Climate change threatens the health of all people. Increasing temperatures alter the distribution of arthropod-borne, food-borne, and water-borne infectious diseases. Extreme weather events and heatwaves exacerbate food, water, and economic insecurity, and rising sea levels, along with riverbank erosion, leads to migration and displacement of people.

Climate change is caused by anthropogenic greenhouse gas (GHG) emissions.
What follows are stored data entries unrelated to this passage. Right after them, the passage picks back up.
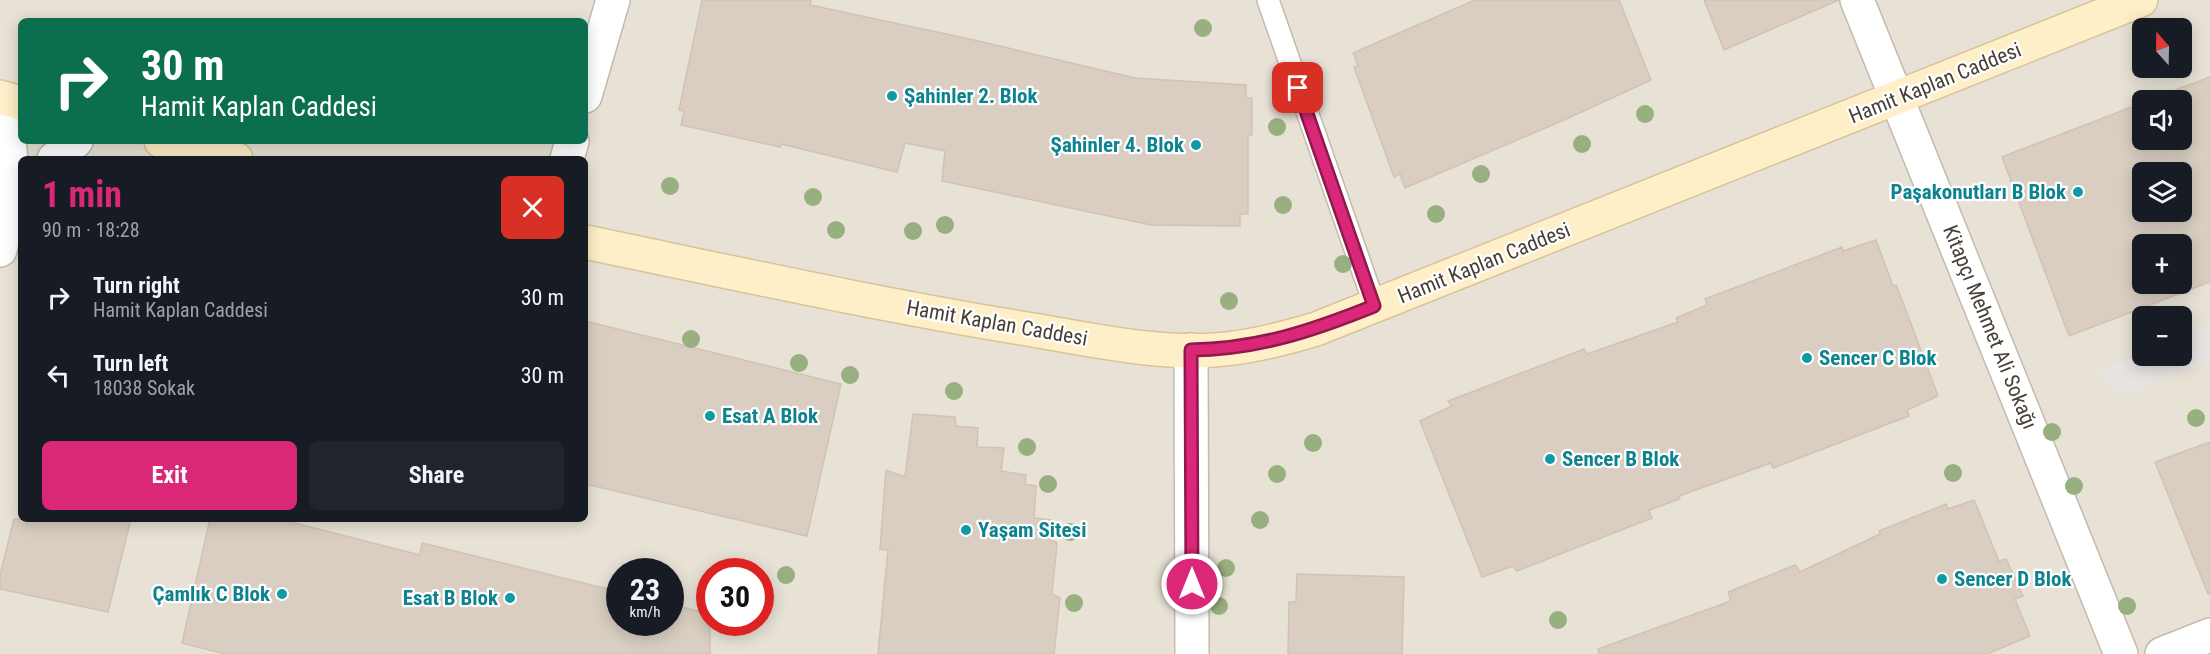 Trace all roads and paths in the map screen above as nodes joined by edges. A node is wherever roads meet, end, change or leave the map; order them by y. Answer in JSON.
{"nodes":[{"id":1,"x":613,"y":0,"type":"edge"},
{"id":2,"x":1268,"y":0,"type":"edge"},
{"id":3,"x":1857,"y":0,"type":"edge"},
{"id":4,"x":2141,"y":0,"type":"edge"},
{"id":5,"x":588,"y":86,"type":"edge"},
{"id":6,"x":7,"y":99,"type":"edge"},
{"id":7,"x":1897,"y":99,"type":"junction"},
{"id":8,"x":72,"y":144,"type":"edge"},
{"id":9,"x":174,"y":144,"type":"edge"},
{"id":10,"x":58,"y":156,"type":"edge"},
{"id":11,"x":224,"y":156,"type":"edge"},
{"id":12,"x":18,"y":189,"type":"edge"},
{"id":13,"x":588,"y":243,"type":"edge"},
{"id":14,"x":0,"y":250,"type":"edge"},
{"id":15,"x":1374,"y":306,"type":"junction"},
{"id":16,"x":1191,"y":350,"type":"junction"},
{"id":17,"x":2210,"y":635,"type":"edge"},
{"id":18,"x":1192,"y":654,"type":"edge"},
{"id":19,"x":2121,"y":654,"type":"edge"},
{"id":20,"x":2162,"y":654,"type":"edge"}],
"edges":[{"from":1,"to":5,"type":"street"},
{"from":2,"to":15,"type":"lane"},
{"from":3,"to":7,"type":"street","name":"Kitapçı Mehmet Ali Sokağı"},
{"from":4,"to":7,"type":"main road","name":"Hamit Kaplan Caddesi"},
{"from":6,"to":12,"type":"street"},
{"from":7,"to":15,"type":"main road","name":"Hamit Kaplan Caddesi"},
{"from":7,"to":19,"type":"street","name":"Kitapçı Mehmet Ali Sokağı"},
{"from":8,"to":10,"type":"street"},
{"from":9,"to":11,"type":"main road"},
{"from":12,"to":14,"type":"street"},
{"from":13,"to":16,"type":"main road","name":"Hamit Kaplan Caddesi"},
{"from":15,"to":16,"type":"main road","name":"Hamit Kaplan Caddesi"},
{"from":16,"to":18,"type":"street"},
{"from":17,"to":20,"type":"street"}]} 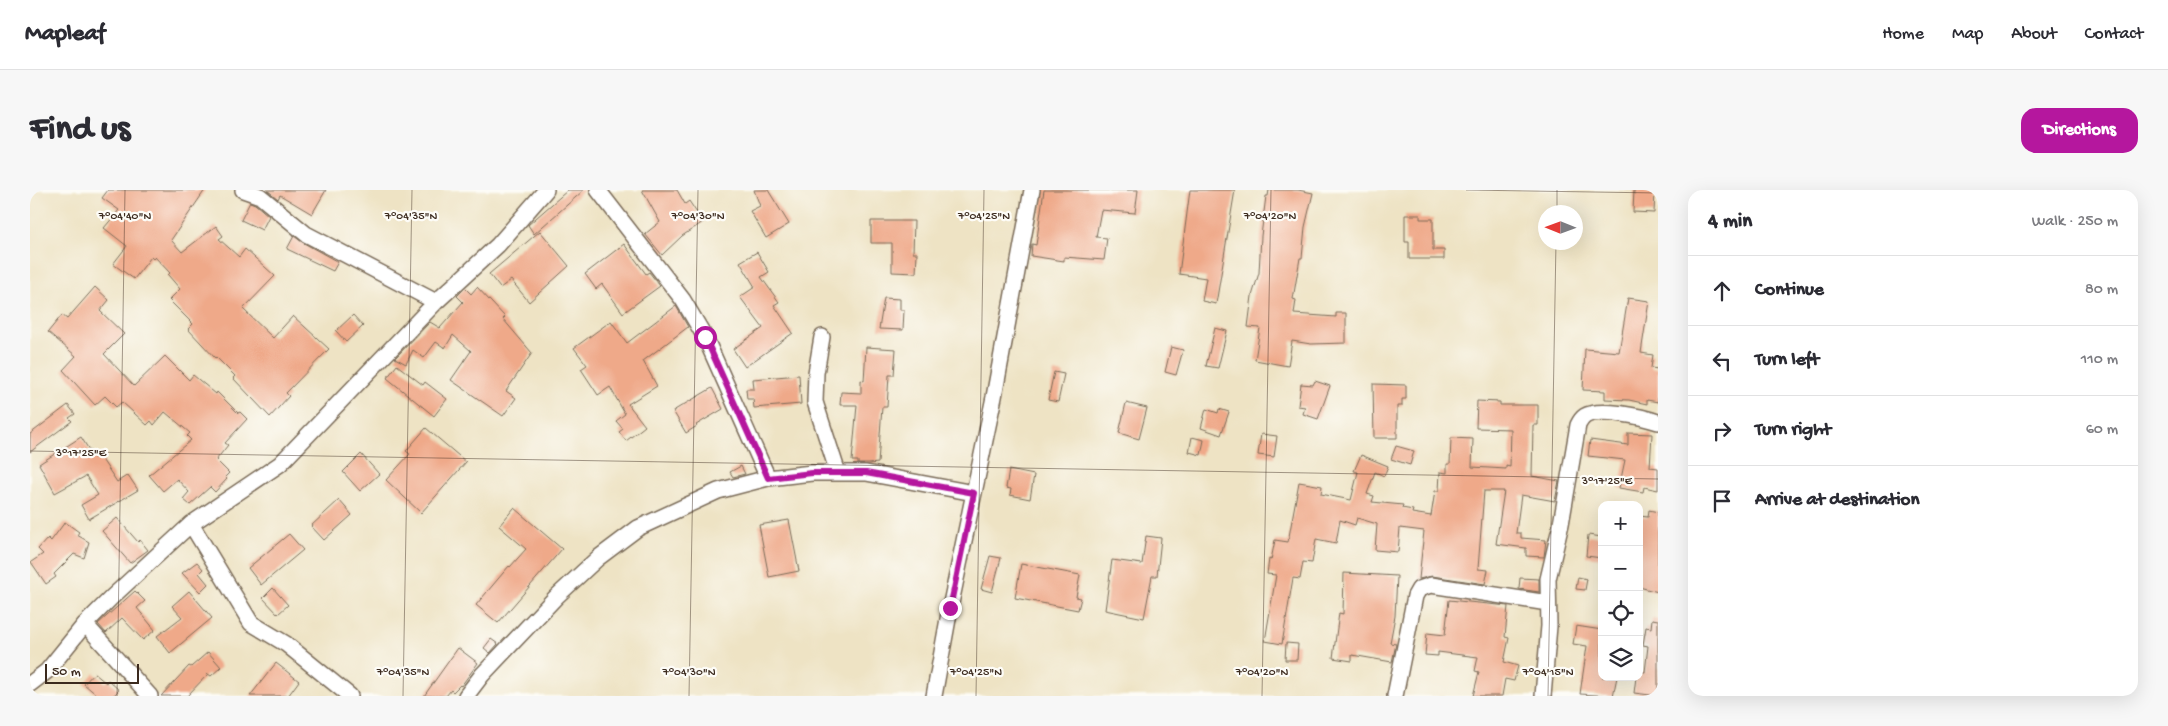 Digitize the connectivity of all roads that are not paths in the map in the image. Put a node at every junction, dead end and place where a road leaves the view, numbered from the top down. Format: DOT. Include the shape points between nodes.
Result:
graph roads {
  1 [pos="243,190"];
  2 [pos="546,190"];
  3 [pos="598,190"];
  4 [pos="1032,190"];
  5 [pos="436,302"];
  6 [pos="822,337"];
  7 [pos="1658,422"];
  8 [pos="838,473"];
  9 [pos="768,478"];
  10 [pos="974,493"];
  11 [pos="191,524"];
  12 [pos="1548,603"];
  13 [pos="85,624"];
  14 [pos="30,684"];
  15 [pos="150,696"];
  16 [pos="350,696"];
  17 [pos="466,696"];
  18 [pos="934,696"];
  19 [pos="1395,696"];
  20 [pos="1543,696"];
  1 -- 5 [label="street" via="260,196 306,234"];
  2 -- 5 [label="street" via="498,244"];
  3 -- 9 [label="street" via="683,300 705,337"];
  4 -- 10 [label="street"];
  5 -- 11 [label="street" via="280,464"];
  6 -- 8 [label="street" via="815,402"];
  7 -- 12 [label="street" via="1637,415 1595,413 1583,417 1578,425 1548,578"];
  8 -- 9 [label="street"];
  8 -- 10 [label="street" via="866,473"];
  9 -- 17 [label="street" via="718,491 638,528 598,558 556,597"];
  10 -- 18 [label="street"];
  11 -- 13 [label="street"];
  11 -- 16 [label="street" via="251,623 286,644"];
  12 -- 19 [label="street" via="1431,585 1419,590 1411,612"];
  12 -- 20 [label="street"];
  13 -- 14 [label="street" via="47,671"];
  13 -- 15 [label="street"];
} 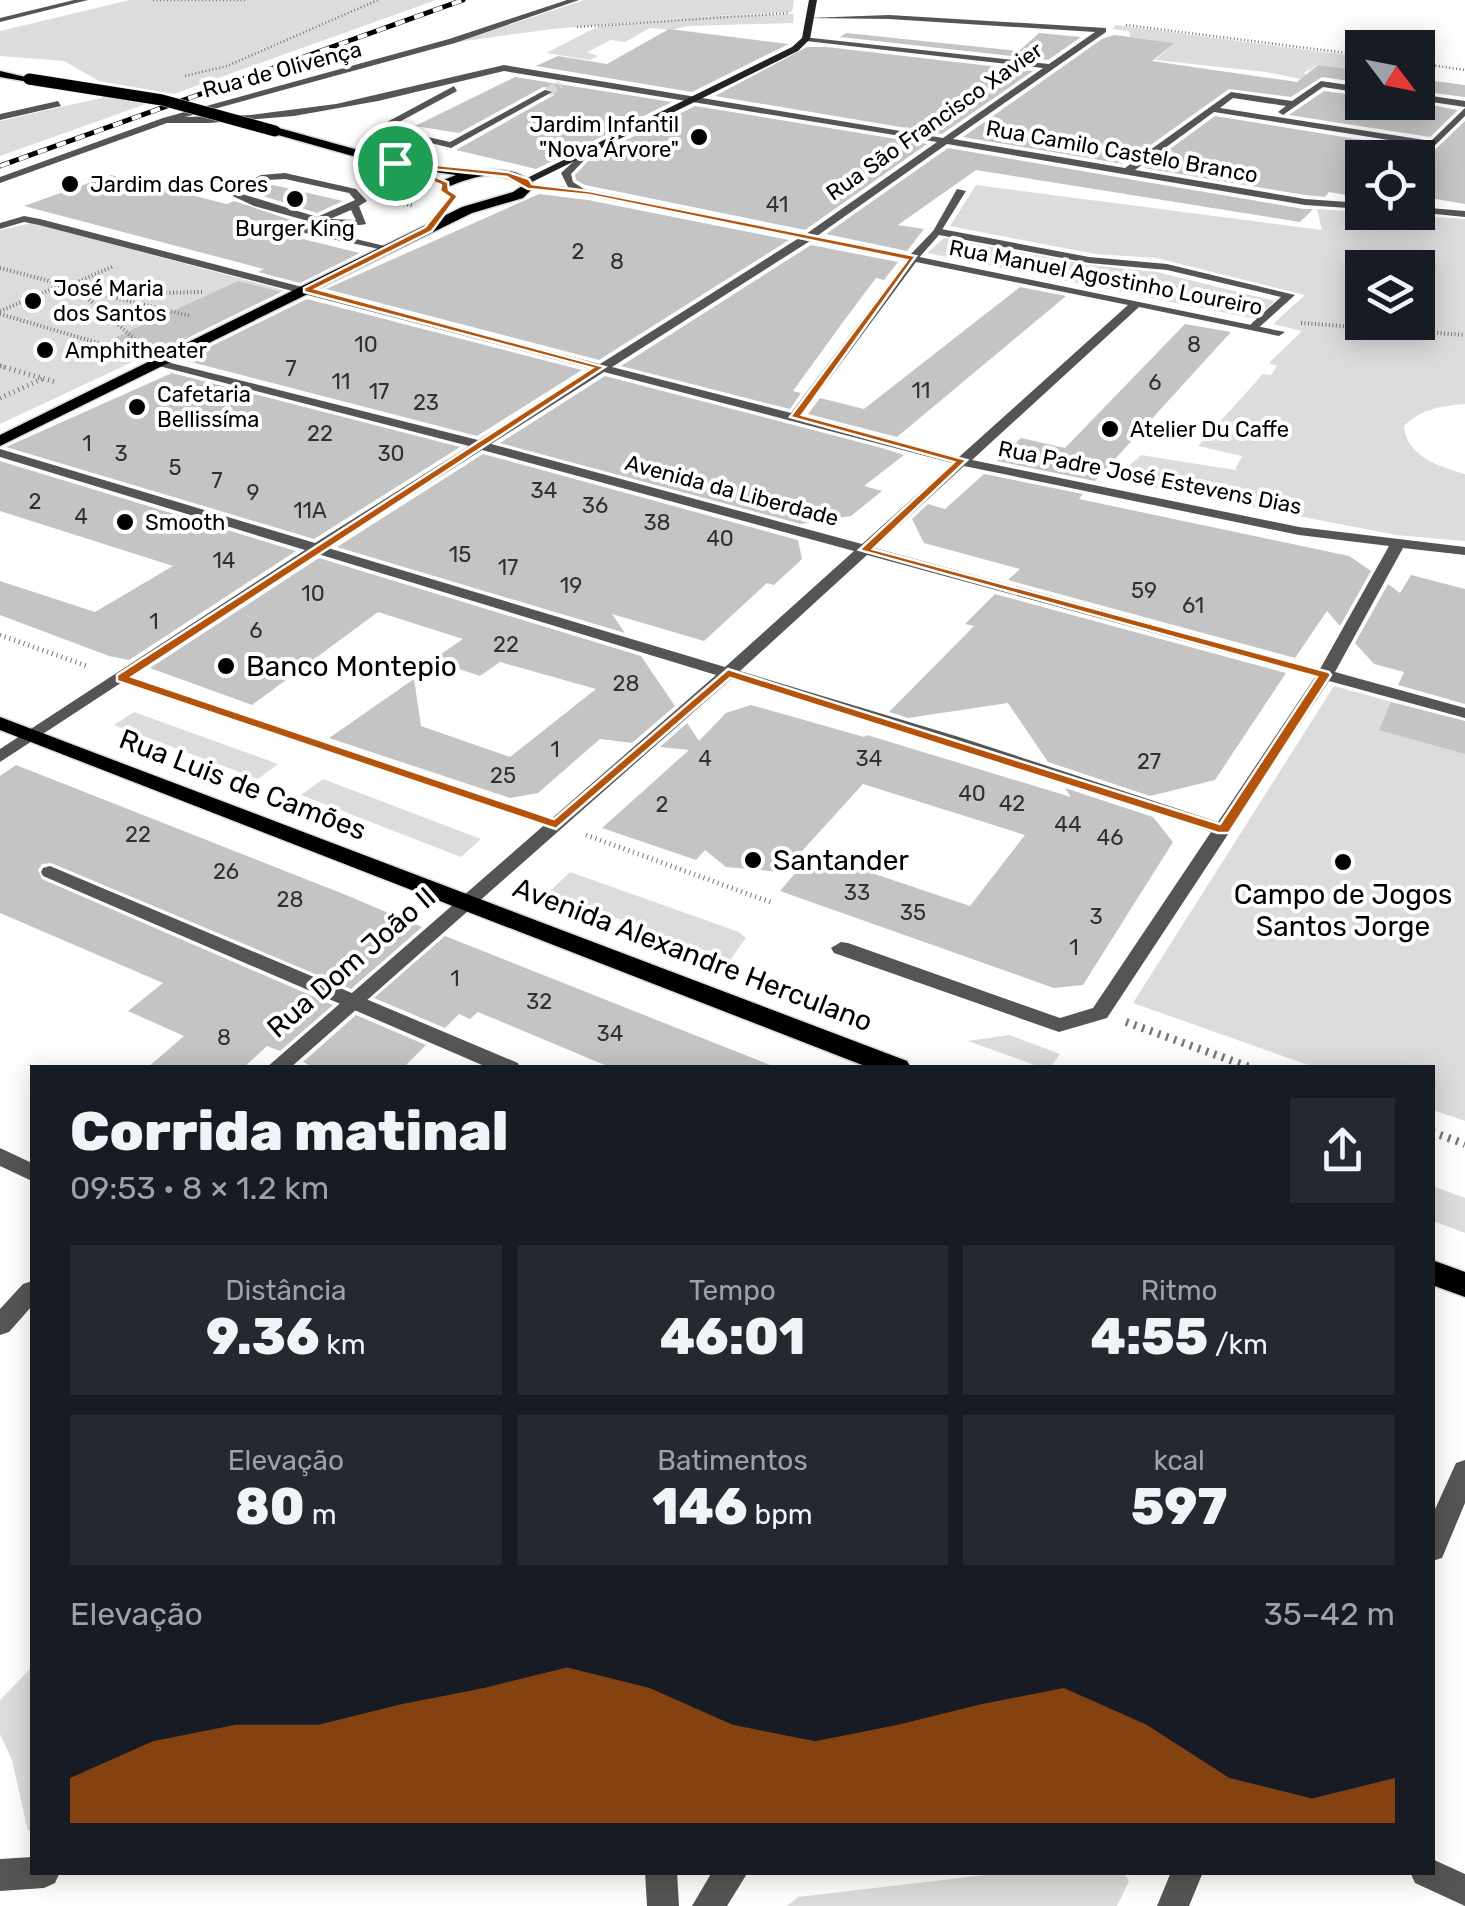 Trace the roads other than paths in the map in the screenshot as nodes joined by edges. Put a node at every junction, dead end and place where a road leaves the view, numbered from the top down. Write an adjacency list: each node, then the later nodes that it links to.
1 (84, 0): 5 (street)
2 (576, 0): 22 (street, Rua de Olivença)
3 (813, 0): 4 (main road)
4 (811, 15): 6 (main road); 7 (street, Rua São Francisco Xavier)
5 (0, 20)
6 (806, 39): 7 (street); 14 (main road)
7 (1052, 67): 24 (street, Rua São Francisco Xavier)
8 (487, 72): 10 (street, Rua Camilo Castelo Branco); 13 (street); 22 (street, Rua Camilo Castelo Branco)
9 (0, 74): 27 (main road, bridge)
10 (573, 78): 11 (street); 14 (street, Rua Camilo Castelo Branco)
11 (560, 84)
12 (1345, 88): 17 (street)
13 (548, 92)
14 (698, 99): 24 (street, Rua Camilo Castelo Branco); 26 (main road)
15 (1435, 101): 18 (street)
16 (58, 104): 20 (street)
17 (1293, 104): 19 (street); 21 (street)
18 (1465, 107): 25 (street)
19 (1212, 109): 21 (street); 28 (street)
20 (0, 117)
21 (1274, 119): 23 (street)
22 (166, 120): 31 (street, Rua de Olivença)
23 (1408, 140)
24 (945, 141): 28 (street, Rua Camilo Castelo Branco); 46 (street, Rua São Francisco Xavier)
25 (1435, 142)
26 (584, 155): 30 (main road); 32 (main road); 35 (street)
27 (395, 163): 29 (main road); 33 (main road)
28 (1126, 172): 39 (street, Rua Camilo Castelo Branco)
29 (475, 174): 30 (main road); 33 (main road)
30 (508, 174): 32 (main road)
31 (0, 180)
32 (527, 184): 35 (street); 37 (main road)
33 (450, 190): 37 (main road); 44 (main road)
34 (961, 191): 45 (street)
35 (581, 192): 36 (street)
36 (605, 197): 37 (street); 46 (street, Rua Manuel Agostinho Loureiro)
37 (501, 199): 44 (main road)
38 (354, 205): 42 (street); 42 (street); 42 (street)
39 (1345, 205)
40 (1435, 211): 41 (street)
41 (1465, 214)
42 (322, 219): 47 (street)
43 (0, 226): 49 (street, Rua Padre José Estevens Dias)
44 (428, 229): 47 (main road)
45 (936, 231): 48 (street); 51 (street)
46 (807, 238): 48 (street, Rua Manuel Agostinho Loureiro); 54 (street, Rua São Francisco Xavier)
47 (389, 250): 49 (main road)
48 (912, 258): 50 (street, Rua Manuel Agostinho Loureiro); 55 (street)
49 (308, 290): 53 (main road); 54 (street, Rua Padre José Estevens Dias)
50 (1136, 304): 51 (street, Rua Manuel Agostinho Loureiro); 59 (street, Rua Dom João II)
51 (1254, 328): 52 (street, Rua Manuel Agostinho Loureiro)
52 (1279, 332)
53 (155, 357): 56 (main road); 57 (street, Avenida da Liberdade)
54 (600, 367): 55 (street, Rua Padre José Estevens Dias); 57 (street, Rua São Francisco Xavier)
55 (795, 417): 59 (street, Rua Padre José Estevens Dias)
56 (0, 441)
57 (480, 444): 61 (street, Rua São Francisco Xavier); 62 (street, Avenida da Liberdade)
58 (0, 453): 61 (street)
59 (962, 460): 60 (street, Rua Padre José Estevens Dias); 62 (street, Rua Dom João II)
60 (1397, 545): 63 (street, Rua Padre José Estevens Dias); 65 (street)
61 (316, 550): 64 (street); 68 (street, Rua São Francisco Xavier)
62 (865, 550): 64 (street, Rua Dom João II); 65 (street, Avenida da Liberdade)
63 (1465, 552)
64 (728, 673): 70 (street); 72 (street, Rua Dom João II)
65 (1324, 675): 66 (street, Avenida da Liberdade); 70 (street)
66 (1465, 713)
67 (0, 723): 68 (main road, Rua Luis de Camões)
68 (34, 736): 69 (street, Rua São Francisco Xavier); 72 (main road, Rua Luis de Camões)
69 (0, 757)
70 (1223, 830): 73 (street)
71 (50, 872): 74 (street)
72 (465, 902): 74 (street, Rua Dom João II); 77 (main road, Avenida Alexandre Herculano)
73 (841, 948)
74 (354, 999): 75 (street, Rua Dom João II); 76 (street)
75 (279, 1065)
76 (503, 1065)
77 (890, 1065)
78 (0, 1156): 79 (street)
79 (30, 1171)
80 (1435, 1273): 81 (main road)
81 (1465, 1285)
82 (30, 1293): 83 (street)
83 (0, 1326)
84 (1465, 1470): 85 (street)
85 (1435, 1542)
86 (30, 1873): 91 (street)
87 (661, 1875): 93 (street)
88 (730, 1875): 94 (street)
89 (1186, 1875): 95 (street)
90 (1432, 1875): 92 (street)
91 (0, 1876)
92 (1465, 1891)
93 (663, 1906)
94 (708, 1906)
95 (1173, 1906)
The health care sector is responsible for ~4% to 5% of these global GHG emissions.1 The US health care sector is the highest emitter, contributing about 27% of global health care GHG emissions, followed by China at 17%.1 Multiple international authorities call on the health care sector to commit to climate change mitigation efforts, which begin with defining the source of the problem.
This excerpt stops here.